Google has unparalleled information as it relates to the location-based geometry of stores. They have data on hundreds of millions of buildings globally and have registered more than 5 billion store visits since the feature’s inception. Accuracy is a valid question, though. At this time last year, when Google launched this same feature within their Google Display Network (GDN) offering, they noted 99 percent accuracy at “200 million stores globally.”

Their ability to scan and map out a retail store’s Wi-Fi signal strength also helps them confirm the difference between someone standing inside a store and someone who merely passed by the store or visited an adjacent store. Additionally, they have a consumer survey panel with over 5 million opt-in users constantly asked to evaluate the accuracy of their own visit-based data. This allows for constant refinement and helps ensure their signals are as accurate as possible.

What Keeps it From Being 100% Accurate?

Despite these measures to ensure accuracy, it still isn’t an exact science. Google still struggles with accuracy in scenarios such as densely packed cities and multi-tiered shopping malls. To combat this, they rely heavily on machine learning to model out the inconsistencies, but accuracy is still affected.

Why is Wider Availability of The Feature Important?

Provides Access To Smaller Advertisers

As mentioned earlier, this was previously a feature only open to large retailers.

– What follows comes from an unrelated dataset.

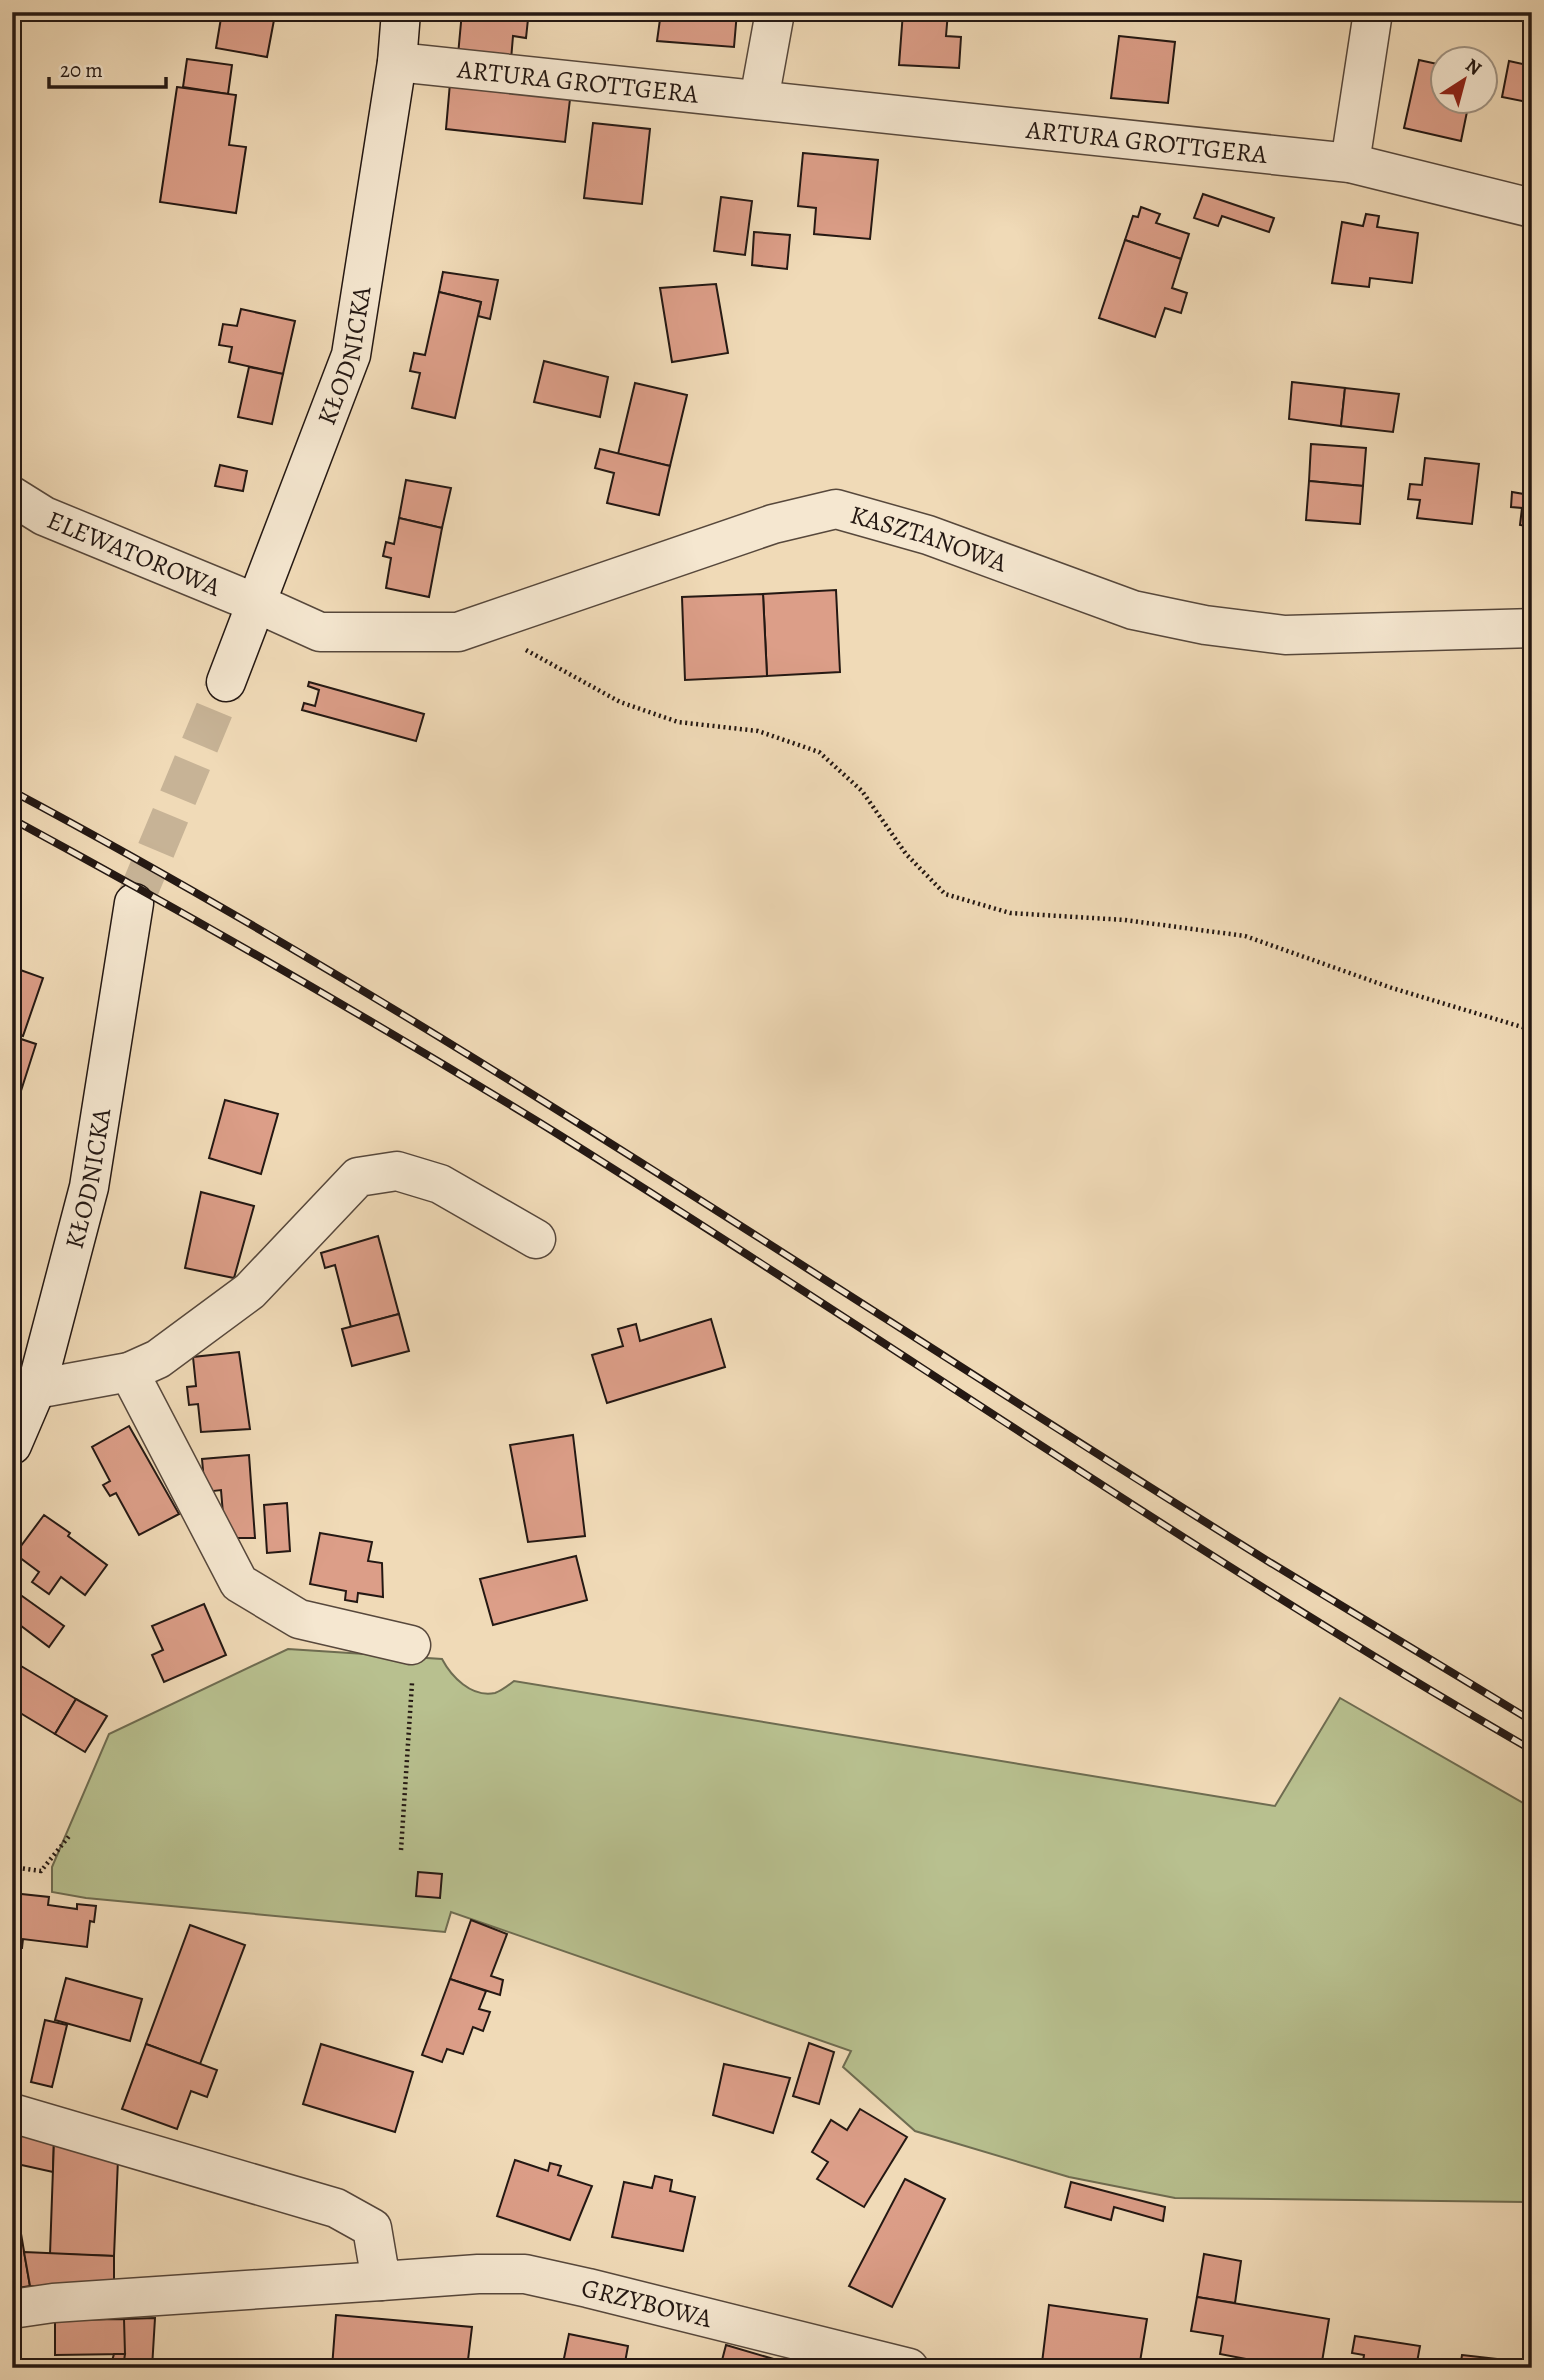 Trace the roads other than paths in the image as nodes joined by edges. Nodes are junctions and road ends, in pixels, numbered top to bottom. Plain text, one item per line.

Granting smaller retailers access means Google’s faith in their data has expanded. They’re filling in the gaps (i.e., non opt-in users) with machine learning and modeling, while opening their data up to a larger audience.

Strengthens The Overall Accuracy Of Google’s Offering

The feature’s expansion benefits more than just small businesses. Opening up the feature to more retailers and an increase in data means their machine learning capabilities will have more information to base modeling on. The more data their internal teams and algorithms have to work with, the better their overall accuracy will be.

Potential Advancements In Other Aspects Of Targeting

Google trusting the value of tight geo-fencing means they may soon extend this type of targeting to tactics such as YouTube. Google has sat idle while smaller digital vendors have brought tightly geo-targeted services to market — offerings geared towards sophisticated retailers and local advertisers looking to gain foot traffic and store-level insights. Unleashing building-specific targeting within search would give advertisers granularity beyond Google’s default one mile radius limit.

Possibilities For Advertisers Without Physical Locations

Google could look to expand Store Visits by linking them to affiliate extensions. This would allow advertisers who may not have a physical location to gain value from this — perhaps via a time-decay model in cases where products are sold via larger, high SKU retailers (i.e., Home Depot).

Proving The Value Of Paid Search For Smaller Retailers

Wider adoption of this feature is a big win for small retailers who have difficulty matching site-based conversion metrics with in-store purchases. The idea of tying paid search dollars to actual foot traffic would often require capabilities beyond what they have in-house. Store Visits can help these retailers demonstrate value at physical locations without additional heavy-lifting.

The expansion of Store Visits serves to benefit all parties involved. The tool and the data that accompanies it will continue to evolve, but the time for small businesses to gain big insights from their Google advertising is now.